Few of us would be comfortable keeping family photos; birth, marriage and death certificates; and other important family history boxed up in the basement with leak-prone water and sewage pipes hanging above them.
For more than a decade — as the state adds daily to its diary of history — state officials have looked to address not only a space crunch but provide a facility that safely stores some of the state’s most important historical documents, photos, maps, books and more, including the original state constitution of 1889; bound volumes of newspapers printed prior to statehood; state, county, court and legislative records and the first books of what would become the state’s library, shipped from the East Coast by Washington’s first territorial Gov. Isaac Stevens in 1853.
Millions of those records are now stored within the state archives at the state Capitol campus in Olympia. Packed among 238,000 cubic feet of storage space in a 1962-era building that doubled as a bomb shelter during the Cold War, documents are kept in a three-floor underground facility that has no fire-suppression equipment and with overhead water and sewage pipes that have leaked and flooded the facility at least three times in recent years.
After waterline break in 2014, archive staff rushed to cover shelves with plastic sheeting, Crosscut reported last month. Mops and buckets are kept at the ready to respond to standing water that seeps in after heavy rains.

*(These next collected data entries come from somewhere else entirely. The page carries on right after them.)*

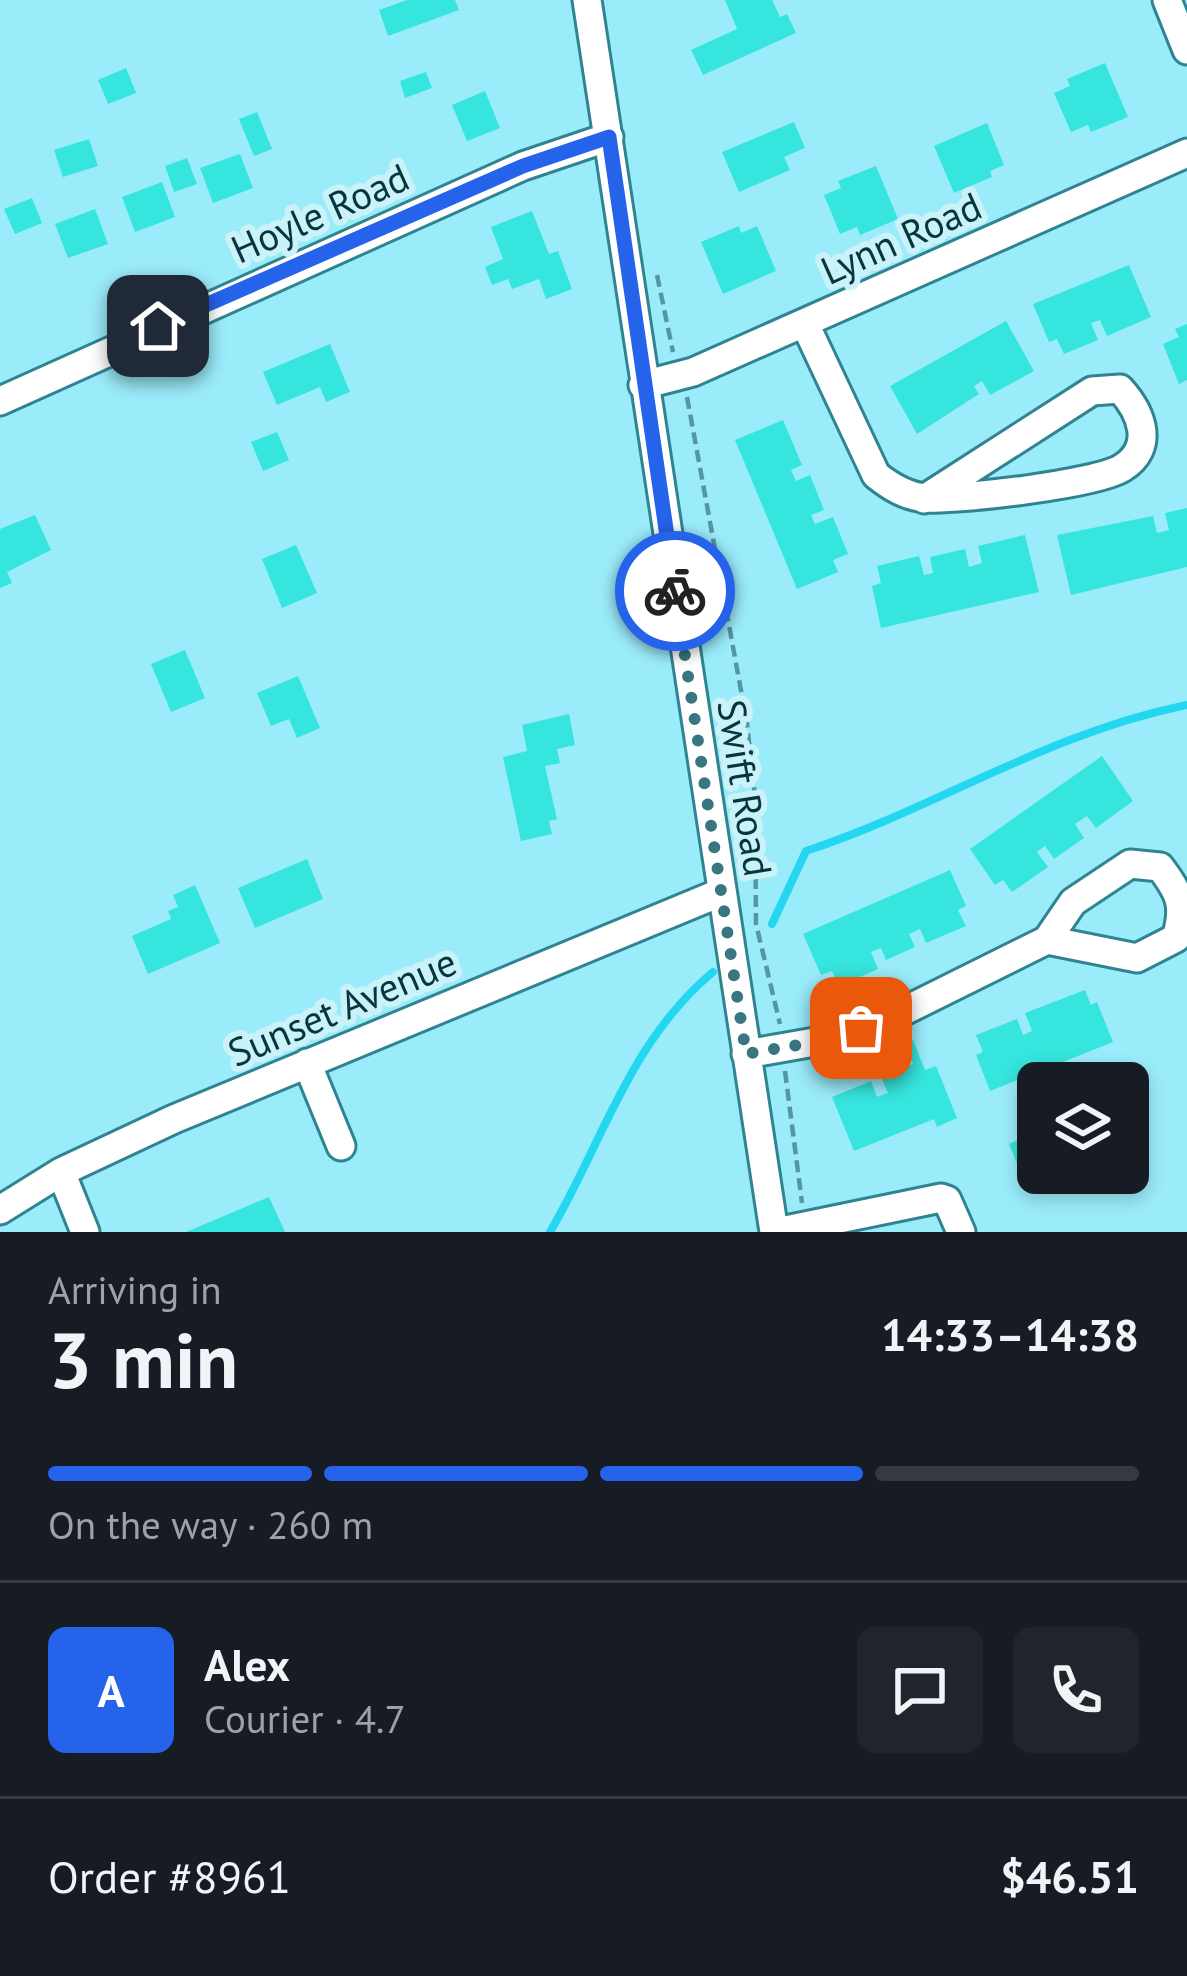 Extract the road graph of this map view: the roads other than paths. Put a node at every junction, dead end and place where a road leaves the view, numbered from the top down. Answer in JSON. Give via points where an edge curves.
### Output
{"nodes":[{"id":1,"x":587,"y":0,"type":"edge"},
{"id":2,"x":1167,"y":0,"type":"edge"},
{"id":3,"x":1187,"y":50,"type":"edge"},
{"id":4,"x":609,"y":137,"type":"junction"},
{"id":5,"x":1187,"y":153,"type":"edge"},
{"id":6,"x":805,"y":324,"type":"junction"},
{"id":7,"x":643,"y":385,"type":"junction"},
{"id":8,"x":0,"y":401,"type":"edge"},
{"id":9,"x":924,"y":499,"type":"junction"},
{"id":10,"x":722,"y":892,"type":"junction"},
{"id":11,"x":1047,"y":940,"type":"junction"},
{"id":12,"x":746,"y":1054,"type":"junction"},
{"id":13,"x":307,"y":1063,"type":"junction"},
{"id":14,"x":340,"y":1146,"type":"dead end"},
{"id":15,"x":61,"y":1172,"type":"junction"},
{"id":16,"x":0,"y":1210,"type":"edge"},
{"id":17,"x":85,"y":1232,"type":"edge"},
{"id":18,"x":775,"y":1232,"type":"edge"},
{"id":19,"x":961,"y":1232,"type":"edge"}],
"edges":[{"from":1,"to":4,"type":"street","name":"Swift Road"},
{"from":2,"to":3,"type":"street"},
{"from":4,"to":7,"type":"street","name":"Swift Road"},
{"from":4,"to":8,"type":"street","name":"Hoyle Road","via":[[523,166]]},
{"from":5,"to":6,"type":"street","name":"Lynn Road"},
{"from":6,"to":7,"type":"street","name":"Lynn Road","via":[[682,377]]},
{"from":6,"to":9,"type":"street","via":[[876,476]]},
{"from":7,"to":10,"type":"street","name":"Swift Road"},
{"from":9,"to":9,"type":"street","via":[[1119,470],[1143,437],[1138,409],[1120,389],[1092,391]]},
{"from":10,"to":12,"type":"street","name":"Swift Road"},
{"from":10,"to":13,"type":"street","name":"Sunset Avenue"},
{"from":11,"to":11,"type":"street","via":[[1073,902],[1130,863],[1160,867],[1180,893],[1176,938],[1137,958]]},
{"from":11,"to":12,"type":"street","via":[[896,1015],[826,1040]]},
{"from":12,"to":18,"type":"street","name":"Swift Road"},
{"from":13,"to":14,"type":"street"},
{"from":13,"to":15,"type":"street","name":"Sunset Avenue"},
{"from":15,"to":16,"type":"street","name":"Sunset Avenue"},
{"from":15,"to":17,"type":"street"},
{"from":18,"to":19,"type":"street","via":[[941,1198]]}]}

The Olympia archive facility reached its capacity in 2005, forcing the move of documents to a state records warehouse in Tumwater, which itself was nearing overflow five years ago.

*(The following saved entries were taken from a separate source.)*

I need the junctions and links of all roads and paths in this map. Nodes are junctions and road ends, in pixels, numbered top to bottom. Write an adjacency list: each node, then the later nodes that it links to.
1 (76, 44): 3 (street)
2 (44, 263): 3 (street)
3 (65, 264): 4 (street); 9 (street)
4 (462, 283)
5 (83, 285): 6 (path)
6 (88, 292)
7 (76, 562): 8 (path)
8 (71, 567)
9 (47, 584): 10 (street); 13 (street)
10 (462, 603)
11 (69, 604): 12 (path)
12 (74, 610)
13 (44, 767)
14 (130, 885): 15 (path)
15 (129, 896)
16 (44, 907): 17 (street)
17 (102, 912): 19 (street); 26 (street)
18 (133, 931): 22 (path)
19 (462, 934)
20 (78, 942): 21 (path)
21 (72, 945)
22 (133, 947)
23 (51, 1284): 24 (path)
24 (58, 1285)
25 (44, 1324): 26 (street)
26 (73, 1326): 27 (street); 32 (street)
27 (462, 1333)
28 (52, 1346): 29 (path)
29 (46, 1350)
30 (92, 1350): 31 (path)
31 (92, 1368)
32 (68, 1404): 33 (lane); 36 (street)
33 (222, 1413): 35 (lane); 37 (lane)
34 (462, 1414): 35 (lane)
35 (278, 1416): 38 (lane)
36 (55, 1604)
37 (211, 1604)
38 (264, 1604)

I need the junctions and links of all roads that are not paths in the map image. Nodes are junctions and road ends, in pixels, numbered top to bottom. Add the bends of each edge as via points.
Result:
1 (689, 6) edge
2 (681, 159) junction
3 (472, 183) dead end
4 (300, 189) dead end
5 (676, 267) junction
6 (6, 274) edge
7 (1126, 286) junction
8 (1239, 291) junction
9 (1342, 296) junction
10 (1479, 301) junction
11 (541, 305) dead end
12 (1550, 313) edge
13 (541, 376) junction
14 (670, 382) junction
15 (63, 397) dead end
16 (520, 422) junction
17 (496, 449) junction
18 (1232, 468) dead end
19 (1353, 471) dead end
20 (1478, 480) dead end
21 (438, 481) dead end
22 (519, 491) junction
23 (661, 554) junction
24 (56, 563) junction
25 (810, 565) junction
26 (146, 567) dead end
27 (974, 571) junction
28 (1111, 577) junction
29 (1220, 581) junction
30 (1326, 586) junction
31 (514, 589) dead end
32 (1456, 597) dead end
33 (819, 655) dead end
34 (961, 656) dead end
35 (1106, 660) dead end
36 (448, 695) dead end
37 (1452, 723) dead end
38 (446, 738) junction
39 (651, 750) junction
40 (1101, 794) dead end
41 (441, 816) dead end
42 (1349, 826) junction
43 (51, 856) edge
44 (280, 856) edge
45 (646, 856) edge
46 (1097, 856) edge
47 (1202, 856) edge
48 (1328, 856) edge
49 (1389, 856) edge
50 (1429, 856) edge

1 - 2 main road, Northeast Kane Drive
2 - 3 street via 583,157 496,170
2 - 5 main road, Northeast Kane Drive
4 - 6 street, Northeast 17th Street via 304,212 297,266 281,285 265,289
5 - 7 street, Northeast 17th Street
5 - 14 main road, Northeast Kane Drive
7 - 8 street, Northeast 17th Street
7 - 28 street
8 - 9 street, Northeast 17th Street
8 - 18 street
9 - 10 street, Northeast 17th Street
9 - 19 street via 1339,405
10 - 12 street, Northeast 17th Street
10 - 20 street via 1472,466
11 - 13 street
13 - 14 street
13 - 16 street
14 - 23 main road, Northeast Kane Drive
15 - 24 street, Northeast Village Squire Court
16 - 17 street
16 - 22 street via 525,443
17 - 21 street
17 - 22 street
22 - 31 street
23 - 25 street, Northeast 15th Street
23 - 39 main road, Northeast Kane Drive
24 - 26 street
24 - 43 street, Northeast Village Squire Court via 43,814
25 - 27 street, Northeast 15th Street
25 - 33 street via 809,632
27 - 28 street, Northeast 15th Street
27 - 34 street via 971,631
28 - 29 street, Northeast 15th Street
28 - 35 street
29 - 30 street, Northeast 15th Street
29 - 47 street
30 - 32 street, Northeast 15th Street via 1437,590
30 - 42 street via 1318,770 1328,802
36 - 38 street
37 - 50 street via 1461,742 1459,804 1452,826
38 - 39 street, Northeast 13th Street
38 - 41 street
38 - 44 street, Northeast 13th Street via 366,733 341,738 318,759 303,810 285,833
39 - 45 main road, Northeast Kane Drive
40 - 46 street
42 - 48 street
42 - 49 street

About 15 years ago, the state had planned to build a new facility at the Capitol campus, the Washington State Heritage Center, which would have housed both the archives and the state library, now in Tumwater, at a cost of $145 million. The building’s design was complete, but the Great Recession suspended the project before construction could begin.

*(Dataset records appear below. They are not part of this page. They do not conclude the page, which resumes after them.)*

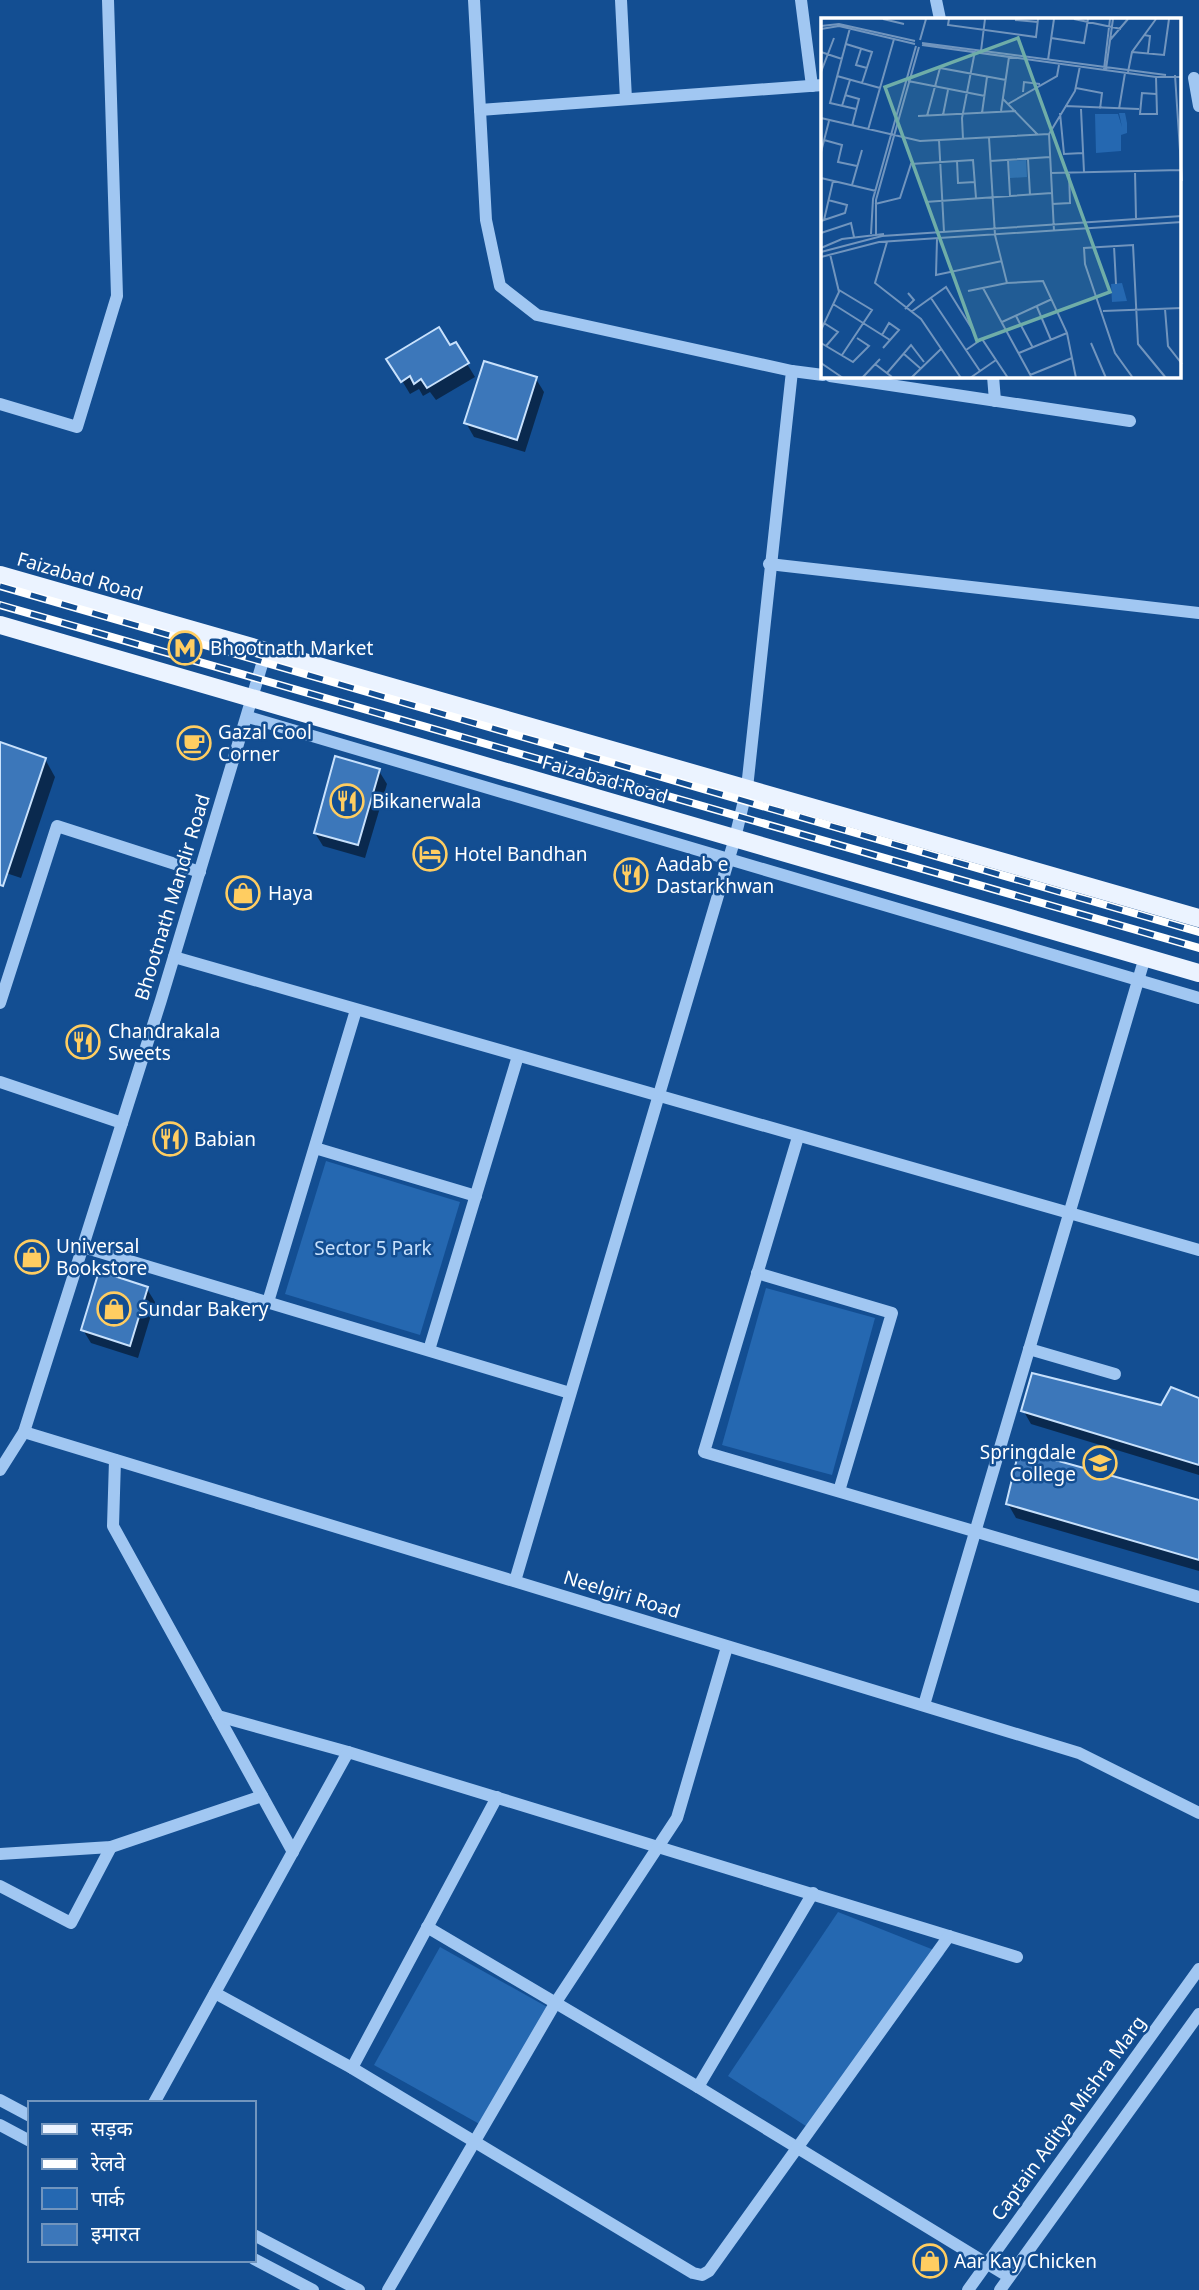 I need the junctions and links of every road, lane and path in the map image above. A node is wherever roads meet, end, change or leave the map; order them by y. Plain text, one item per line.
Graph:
1 (108, 0) edge
2 (474, 0) edge
3 (621, 0) edge
4 (801, 0) edge
5 (936, 0) edge
6 (940, 18) edge
7 (1194, 78) dead end
8 (817, 85) edge
9 (626, 99) junction
10 (1199, 106) edge
11 (480, 110) junction
12 (792, 371) junction
13 (821, 375) edge
14 (843, 378) edge
15 (993, 378) edge
16 (995, 401) junction
17 (0, 404) edge
18 (1130, 421) dead end
19 (769, 564) junction
20 (0, 575) edge
21 (1199, 613) edge
22 (0, 625) edge
23 (266, 651) junction
24 (251, 709) junction
25 (747, 788) junction
26 (735, 838) junction
27 (728, 859) junction
28 (200, 872) junction
29 (1199, 918) edge
30 (174, 957) junction
31 (1145, 957) junction
32 (1199, 973) edge
33 (1139, 980) junction
34 (1199, 998) edge
35 (0, 1003) edge
36 (356, 1010) junction
37 (519, 1056) junction
38 (0, 1082) edge
39 (658, 1096) junction
40 (122, 1124) junction
41 (798, 1137) junction
42 (315, 1148) junction
43 (476, 1196) junction
44 (1069, 1215) junction
45 (83, 1247) junction
46 (1199, 1250) edge
47 (757, 1273) junction
48 (268, 1302) junction
49 (1029, 1349) junction
50 (429, 1350) junction
51 (1115, 1374) dead end
52 (570, 1392) junction
53 (24, 1432) junction
54 (115, 1460) junction
55 (0, 1469) edge
56 (839, 1491) junction
57 (975, 1530) junction
58 (514, 1581) junction
59 (1199, 1597) edge
60 (727, 1647) junction
61 (924, 1705) junction
62 (218, 1716) junction
63 (348, 1752) junction
64 (262, 1796) junction
65 (497, 1797) junction
66 (1199, 1814) edge
67 (659, 1846) junction
68 (111, 1847) junction
69 (293, 1852) junction
70 (0, 1854) edge
71 (0, 1886) edge
72 (813, 1894) junction
73 (427, 1927) junction
74 (949, 1936) junction
75 (1017, 1957) dead end
76 (1199, 1969) edge
77 (215, 1993) junction
78 (556, 2002) junction
79 (1199, 2014) edge
80 (352, 2068) junction
81 (698, 2087) junction
82 (0, 2100) edge
83 (155, 2101) edge
84 (28, 2115) edge
85 (0, 2125) edge
86 (28, 2140) edge
87 (472, 2142) junction
88 (798, 2148) junction
89 (256, 2236) edge
90 (256, 2260) edge
91 (987, 2264) junction
92 (1009, 2277) junction
93 (333, 2284) edge
94 (313, 2290) edge
95 (359, 2290) edge
96 (388, 2290) edge
97 (968, 2290) edge
98 (1000, 2290) edge

1 - 17 street
2 - 11 street
3 - 9 street
4 - 8 street
5 - 6 street
7 - 10 street
8 - 9 street
9 - 11 street
11 - 12 street
12 - 13 street
12 - 19 street
14 - 16 street
15 - 16 street
16 - 18 street
19 - 21 street
19 - 25 street
20 - 23 main road, Faizabad Road
22 - 24 main road, Faizabad Road
23 - 24 street, Bhootnath Mandir Road
23 - 25 main road, Faizabad Road
24 - 26 main road, Faizabad Road
24 - 27 street
24 - 28 street, Bhootnath Mandir Road
25 - 26 street
25 - 29 main road, Faizabad Road
26 - 27 street
26 - 31 main road, Faizabad Road
27 - 33 street
27 - 39 street
28 - 30 street, Bhootnath Mandir Road
28 - 35 street
30 - 36 street
30 - 40 street, Bhootnath Mandir Road
31 - 32 main road, Faizabad Road
31 - 33 street
33 - 34 street
33 - 44 street
36 - 37 street
36 - 42 street
37 - 39 street
37 - 43 street
38 - 40 street
39 - 41 street
39 - 52 street
40 - 45 street, Bhootnath Mandir Road
41 - 44 street
41 - 47 street
42 - 43 street
42 - 48 street
43 - 50 street
44 - 46 street
44 - 49 street
45 - 48 street
45 - 53 street, Bhootnath Mandir Road
47 - 56 street
47 - 56 street
48 - 50 street
49 - 51 street
49 - 57 street
50 - 52 street
52 - 58 street
53 - 54 street, Neelgiri Road
53 - 55 street, Bhootnath Mandir Road
54 - 58 street, Neelgiri Road
54 - 62 street
56 - 57 street
57 - 59 street
57 - 61 street
58 - 60 street, Neelgiri Road
60 - 61 street, Neelgiri Road
60 - 67 street
61 - 66 street, Neelgiri Road
62 - 63 street
62 - 64 street
63 - 65 street
63 - 69 street
64 - 68 street
64 - 69 street
65 - 67 street
65 - 73 street
67 - 72 street
67 - 78 street
68 - 70 street
68 - 71 street
69 - 77 street
72 - 74 street
72 - 81 street
73 - 78 street
73 - 80 street
74 - 75 street
74 - 88 street
76 - 91 street, Captain Aditya Mishra Marg
77 - 80 street
77 - 83 street
78 - 81 street
78 - 87 street
79 - 92 street
80 - 87 street
81 - 88 street
82 - 84 street
85 - 86 street
87 - 88 street
87 - 96 street
88 - 91 street
89 - 93 street
90 - 94 street
91 - 92 street
91 - 97 street, Captain Aditya Mishra Marg
92 - 98 street
93 - 95 street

Now, at the urging of Secretary of State Kim Wyman, who has responsibility for the archives and the library, a proposal is before lawmakers to build an $108 million facility in Tumwater, which is becoming the Capitol’s south campus.
Wyman, in past conversations with The Herald Editorial Board, has said her preference would have been to keep such a facility at the Capitol, but the urgency in protecting the state’s historical documents — and the ability to consolidate her agency’s many responsibilities that now use leased space elsewhere — prompted her to see the work done sooner and for significantly less than the heritage center would have cost.
Proposed legislation would authorize Wyman’s office to manage construction of the Tumwater facility, built on land that will be leased for 75 years from the Port of Olympia. Construction will be funded through bonds that will be paid off through what the state saves by no longer leasing space for her agency’s offices. Along with responsibility for running the state’s elections and keeping its voting records, and the state library and archives, the Secretary of State’s office also is responsible for registering corporations, charities and trademarks and participating in trade and cultural missions, among other duties.
Construction also would be funded by a $2 increase in the filing fee for records filed with counties and reallocation of 50 cents from another recording fee.
In sponsoring the House legislation, Rep. Beth Doglio, D-Olympia, observed the need to protect the state’s history.
“Every day, before we go out and vote on the floor, our caucus leader says, ‘Let’s go make history,’” Doglio said during a committee hearing last month on the bill. “It’s fitting that our state have a beautiful building that stores the archives of what we’re doing here today and what’s been done before us.”
Not all records that our state and local governments produce will be as revered as a constitution, a territorial governor’s speech or an early map of Snohomish County, but many are important to historians, educators and legal scholars because of the democratic necessity of having a record of the work of those who built the state and its communities and of those who continue that work.
That record deserves better protection than a box in a leaky basement.